• RECORDS PROVIDED:

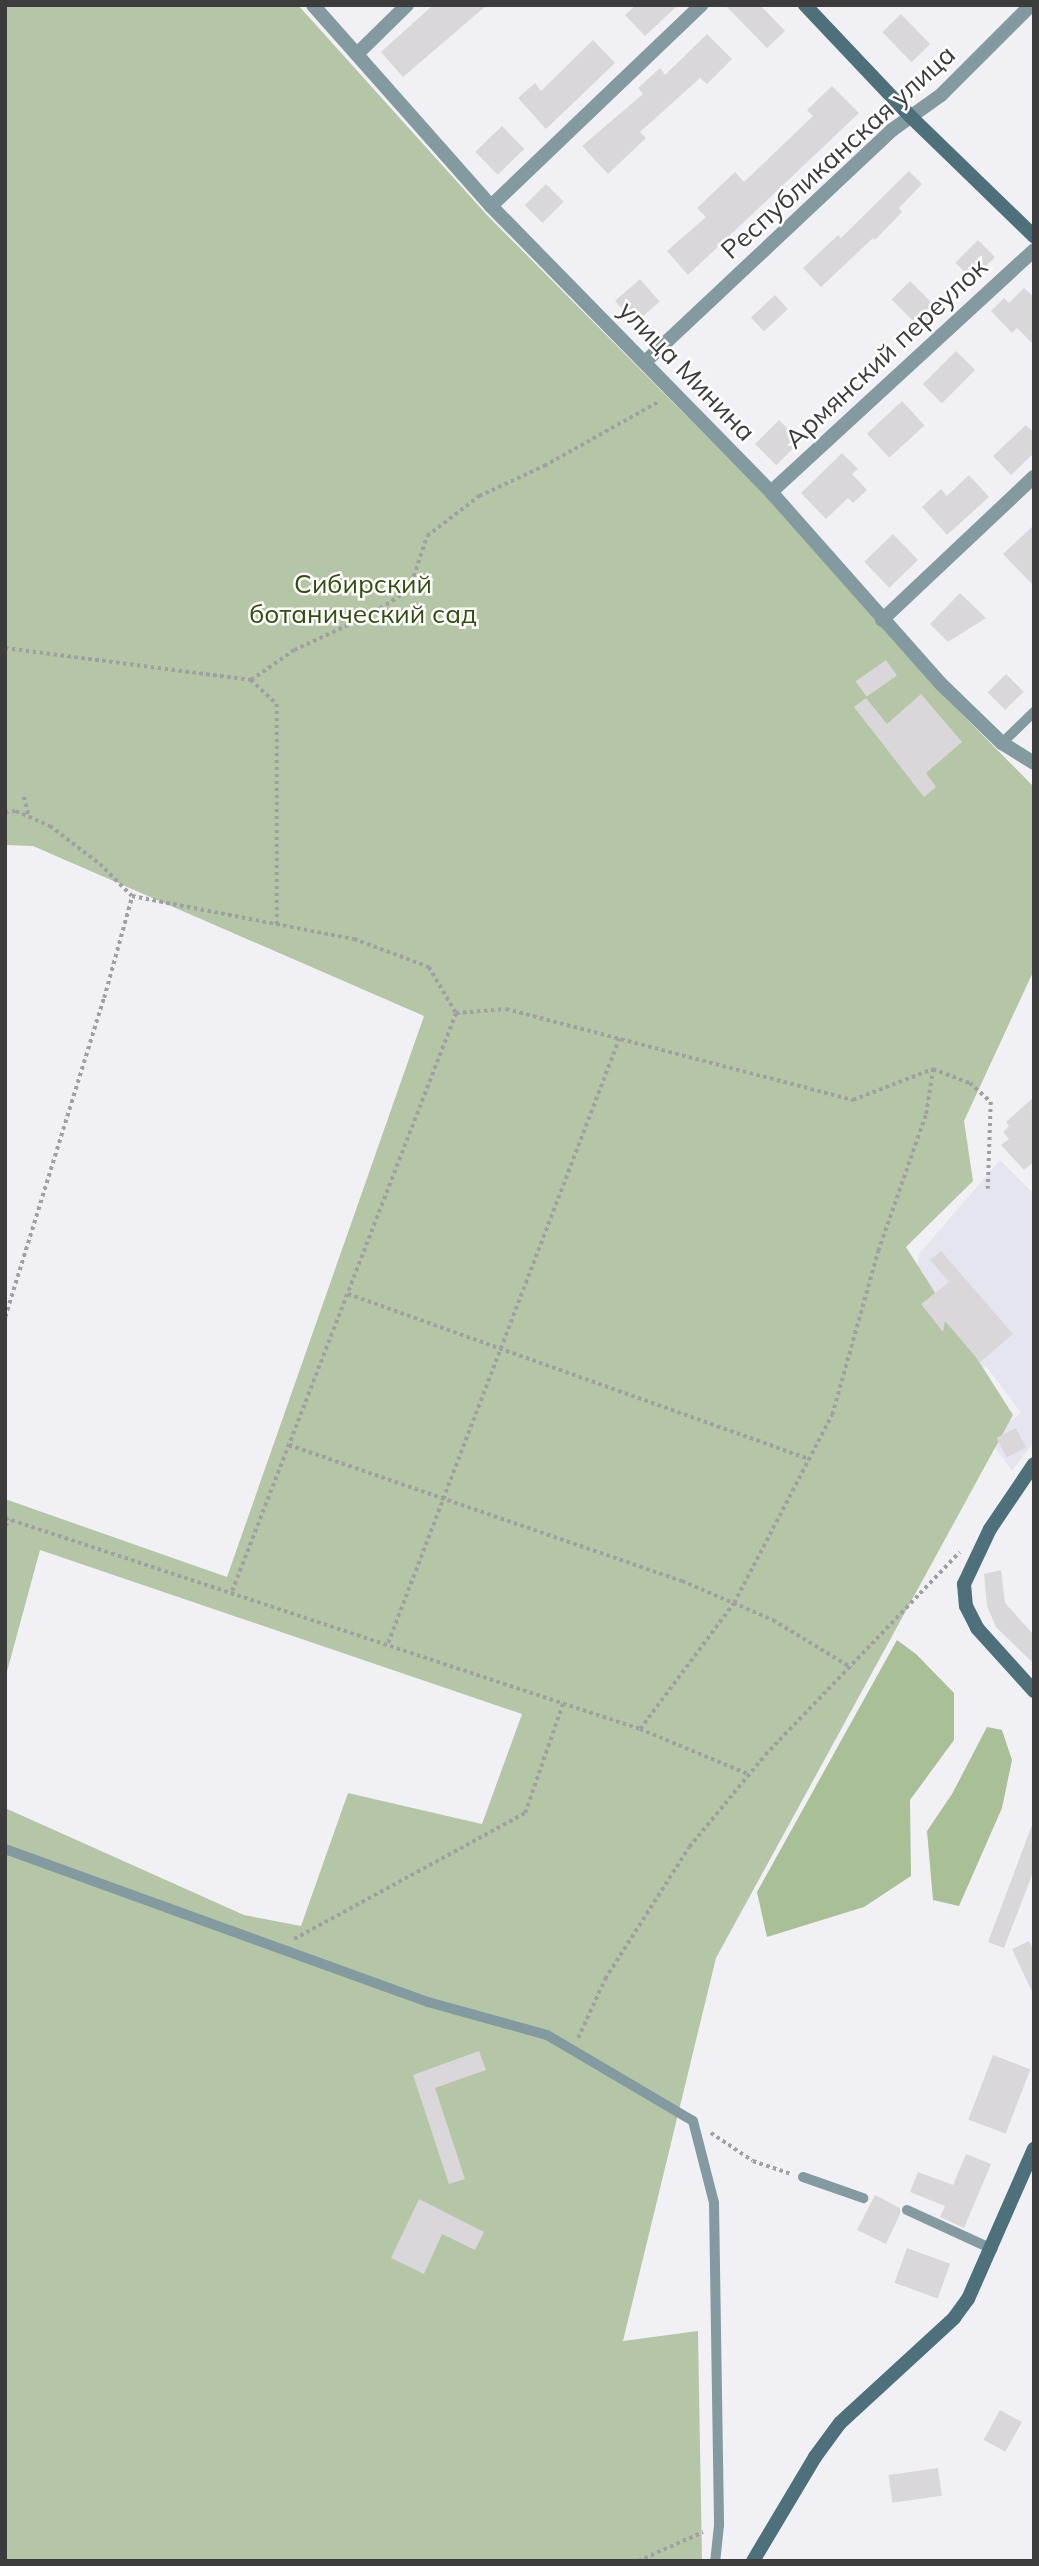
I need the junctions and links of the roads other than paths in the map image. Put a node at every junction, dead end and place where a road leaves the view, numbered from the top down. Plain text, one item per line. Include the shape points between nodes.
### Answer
1 (313, 5) edge
2 (407, 5) edge
3 (702, 5) edge
4 (805, 5) edge
5 (1031, 5) edge
6 (357, 54) junction
7 (910, 116) junction
8 (491, 206) junction
9 (1034, 236) edge
10 (1034, 250) edge
11 (645, 362) junction
12 (1034, 477) edge
13 (771, 492) junction
14 (882, 620) junction
15 (1034, 712) edge
16 (1002, 743) junction
17 (1034, 763) edge
18 (1034, 1464) edge
19 (1034, 1691) edge
20 (5, 1850) edge
21 (1034, 2149) edge
22 (803, 2178) road end
23 (863, 2199) dead end
24 (907, 2210) dead end
25 (992, 2249) junction
26 (715, 2561) edge
27 (753, 2561) edge

1 - 6 street, улица Минина
2 - 6 street
3 - 8 street
4 - 7 street
5 - 7 street, Республиканская улица via 942,94
6 - 8 street, улица Минина
7 - 9 street
7 - 11 street, Республиканская улица
8 - 11 street, улица Минина
10 - 13 street, Армянский переулок
11 - 13 street, улица Минина
12 - 14 street
13 - 14 street, улица Минина
14 - 16 street, улица Минина
15 - 16 lane
16 - 17 street, улица Минина
18 - 19 street via 990,1529 964,1584 966,1606 977,1628
20 - 26 lane via 428,2002 547,2035 693,2121 714,2203 719,2525
21 - 25 street
22 - 23 lane
24 - 25 lane
25 - 27 street via 954,2318 840,2423

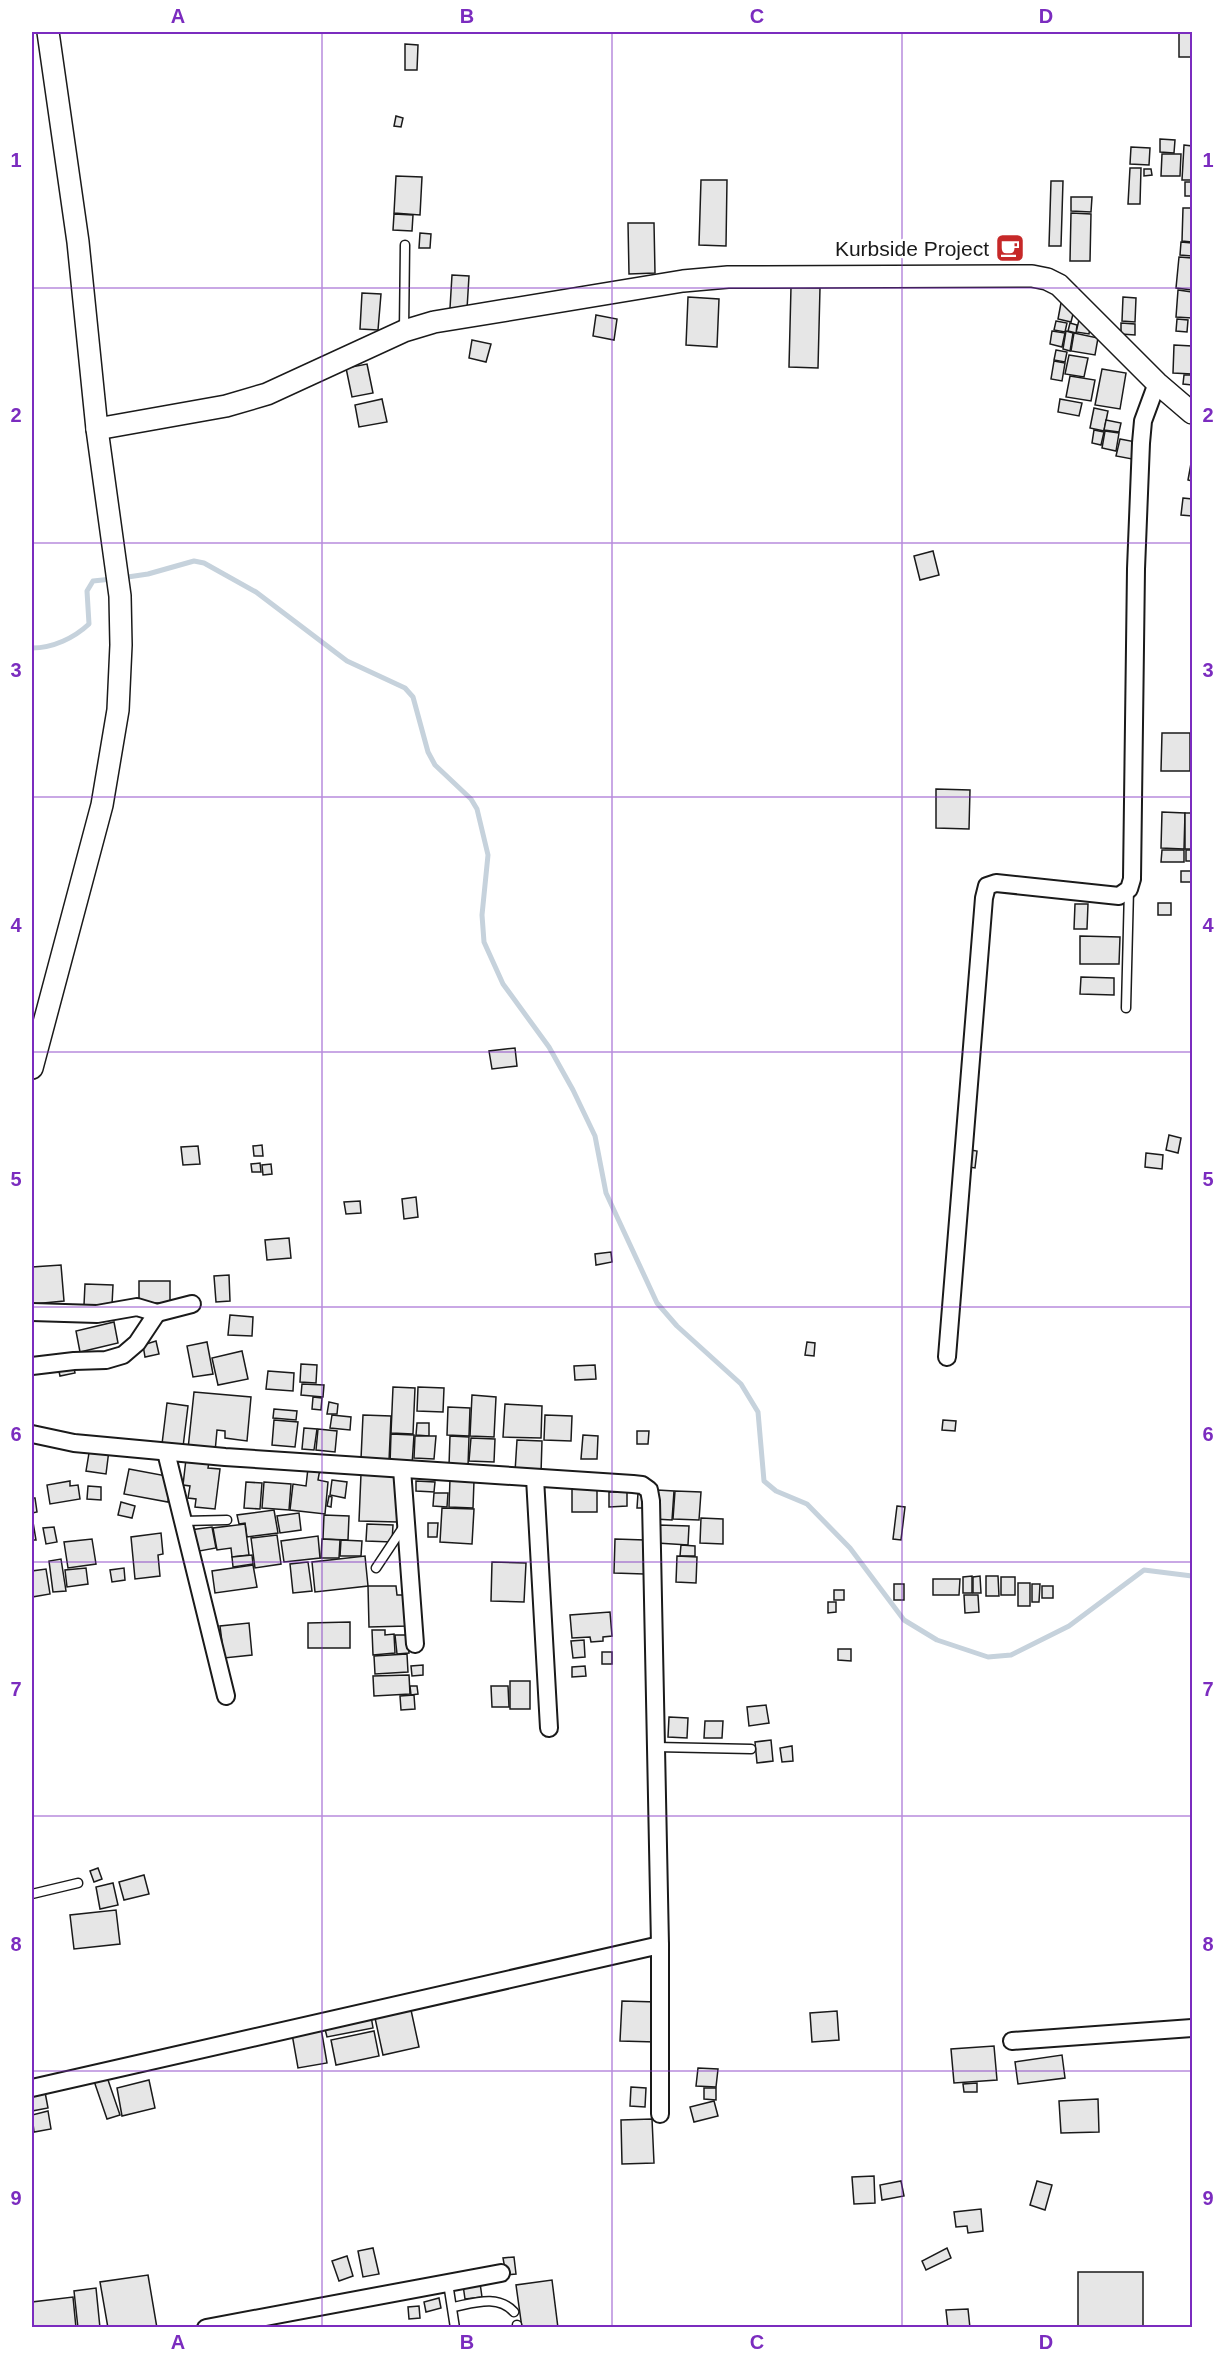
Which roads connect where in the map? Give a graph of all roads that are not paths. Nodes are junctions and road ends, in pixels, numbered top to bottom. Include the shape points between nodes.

• ASSIGNMENT: Without any pictures, return the entries exactly as given.

• OUTPUT BELOW:
I need the junctions and links of the roads other than paths in the map image. Put a node at every junction, dead end and place where a road leaves the view, numbered from the top down. Plain text, one item per line. Include the shape points between nodes.
### Answer
1 (313, 5) edge
2 (407, 5) edge
3 (702, 5) edge
4 (805, 5) edge
5 (1031, 5) edge
6 (357, 54) junction
7 (910, 116) junction
8 (491, 206) junction
9 (1034, 236) edge
10 (1034, 250) edge
11 (645, 362) junction
12 (1034, 477) edge
13 (771, 492) junction
14 (882, 620) junction
15 (1034, 712) edge
16 (1002, 743) junction
17 (1034, 763) edge
18 (1034, 1464) edge
19 (1034, 1691) edge
20 (5, 1850) edge
21 (1034, 2149) edge
22 (803, 2178) road end
23 (863, 2199) dead end
24 (907, 2210) dead end
25 (992, 2249) junction
26 (715, 2561) edge
27 (753, 2561) edge

1 - 6 street, улица Минина
2 - 6 street
3 - 8 street
4 - 7 street
5 - 7 street, Республиканская улица via 942,94
6 - 8 street, улица Минина
7 - 9 street
7 - 11 street, Республиканская улица
8 - 11 street, улица Минина
10 - 13 street, Армянский переулок
11 - 13 street, улица Минина
12 - 14 street
13 - 14 street, улица Минина
14 - 16 street, улица Минина
15 - 16 lane
16 - 17 street, улица Минина
18 - 19 street via 990,1529 964,1584 966,1606 977,1628
20 - 26 lane via 428,2002 547,2035 693,2121 714,2203 719,2525
21 - 25 street
22 - 23 lane
24 - 25 lane
25 - 27 street via 954,2318 840,2423

Which roads connect where in the map? Give a graph of all roads that are not paths. Nodes are junctions and road ends, in pixels, numbered top to bottom. Include the shape points between nodes.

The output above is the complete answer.